Growing Your First Orchid

10 August 2016

growing orchids

Beautiful and exotic, orchids have quickly become the flower to have, and it’s easy to see why. They are stunning an eye catching; the only trouble is they are extremely delicate and weirdly hard to care for. Some demand less garden maintenance than others, but all require regular attendance and care. These days they are popular house plants, and are often bought already grown to save the hassle of planting and growing them from scratch. However if you’re keen to be the proud owner of a totally home grown orchid, follow our tips for success and earn your bragging rights.

planting phalaenopsis

Pick the right one

It’s tempting to go just based on how your new plant will look, but if you’ve never grown an orchid before, make sure you do a bit of research beforehand. Pick a hardier species and one that suits your environment and lifestyle. The moth orchid is a common favourite as it is relatively easy to grow and requires little garden care, but there are plenty of other options if you keep an eye out.

natural light

Get the light right

Orchids like all flowers need light all year round, but in the winter this can be harder to accomplish, so finding an east facing window with good light exposure is vital, and keeping the orchid there to help encourage it to bloom is a sure fire way to success. Due to the specific temperature needs of orchids (around 15-18 degrees Celsius – depending on species), outdoor rearing isn’t recommended, and it’s a good idea to keep an eye on indoor temperatures too.

watering orchids

Water it right

Due to the variations in access to water in the wild, orchids are used to a cycle of excessive water, followed by dry periods, so in order to promote a natural growth it is important to continue this cycle for house reared plants. To achieve this in the home, it is recommended that you water the plant thoroughly and then leave the soil to dry completely before watering again. The easiest way to check how your orchid is doing is to check the roots which should be bright green when wet, and then a nice silver-grey when dry; this will help you know when to water again.
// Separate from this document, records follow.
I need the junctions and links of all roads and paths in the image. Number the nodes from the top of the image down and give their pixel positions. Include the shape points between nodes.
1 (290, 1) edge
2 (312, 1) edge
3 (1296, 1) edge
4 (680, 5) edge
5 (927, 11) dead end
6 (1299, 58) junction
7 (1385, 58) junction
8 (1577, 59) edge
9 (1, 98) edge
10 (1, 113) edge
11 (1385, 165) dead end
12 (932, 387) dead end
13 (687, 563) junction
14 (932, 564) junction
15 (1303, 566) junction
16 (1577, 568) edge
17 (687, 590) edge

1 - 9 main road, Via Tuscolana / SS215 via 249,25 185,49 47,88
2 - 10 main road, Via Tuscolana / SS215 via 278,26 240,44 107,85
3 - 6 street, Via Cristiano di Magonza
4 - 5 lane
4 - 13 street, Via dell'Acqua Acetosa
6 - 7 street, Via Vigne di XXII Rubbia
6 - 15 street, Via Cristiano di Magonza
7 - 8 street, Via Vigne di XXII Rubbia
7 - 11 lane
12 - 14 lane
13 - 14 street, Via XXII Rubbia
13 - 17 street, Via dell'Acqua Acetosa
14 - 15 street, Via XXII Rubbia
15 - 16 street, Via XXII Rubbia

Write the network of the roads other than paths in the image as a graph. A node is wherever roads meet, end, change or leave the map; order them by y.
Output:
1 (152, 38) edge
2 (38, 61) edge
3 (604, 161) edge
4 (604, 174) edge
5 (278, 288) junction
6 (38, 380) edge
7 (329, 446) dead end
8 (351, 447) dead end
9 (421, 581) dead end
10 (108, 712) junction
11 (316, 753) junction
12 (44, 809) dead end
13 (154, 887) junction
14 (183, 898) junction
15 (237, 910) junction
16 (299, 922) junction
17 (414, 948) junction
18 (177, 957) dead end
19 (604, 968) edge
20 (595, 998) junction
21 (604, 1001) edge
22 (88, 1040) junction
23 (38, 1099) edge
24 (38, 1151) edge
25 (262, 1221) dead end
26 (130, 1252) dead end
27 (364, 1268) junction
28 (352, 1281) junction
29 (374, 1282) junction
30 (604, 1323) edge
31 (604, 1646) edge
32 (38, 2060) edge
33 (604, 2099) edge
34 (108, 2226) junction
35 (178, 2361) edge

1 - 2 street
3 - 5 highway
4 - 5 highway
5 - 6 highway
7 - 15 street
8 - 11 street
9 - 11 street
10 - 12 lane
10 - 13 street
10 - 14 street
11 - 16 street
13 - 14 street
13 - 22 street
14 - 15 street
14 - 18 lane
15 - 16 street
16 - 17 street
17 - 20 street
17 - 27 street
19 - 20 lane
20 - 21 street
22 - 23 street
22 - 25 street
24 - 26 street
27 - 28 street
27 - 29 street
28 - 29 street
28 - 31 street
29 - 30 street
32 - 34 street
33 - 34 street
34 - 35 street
Growing your orchid in a clear pot is the easiest way to keep an eye on your plant’s needs. Again due to the delicate nature of the plant it has certain traits that mean it will grow better if tended with rain water rather than tap water. It’s also wise to let the water warm to room temperature before applying to the plant, as this again reflects the conditions it would experience in the wild. A good dose of fertiliser should be added in every three out of four water doses. The fourth watering will be used to flush out any toxins that have built up over the previous three weeks, so should be pure water only.

repot your orchid

Repot the right way

Orchids are fairly low maintenance with regards to repotting only requiring moving to a new pot every two years. But when you do relocate your plant make sure you do it right. This means planting it using the right compost, specific to orchids, one that will nourish your plant, and ensuring you replace all the original compost from the first pot. As every keen gardener will tell you, it is also important to remove old roots, and then replace the plant into the same or similar sized pot, as orchids require a fairly compact space to encourage growth.

beautiful orchid

Enjoy your success

If you’ve followed these simple garden care tips then you should be the proud owner of a beautiful orchid that you can enjoy for years to come.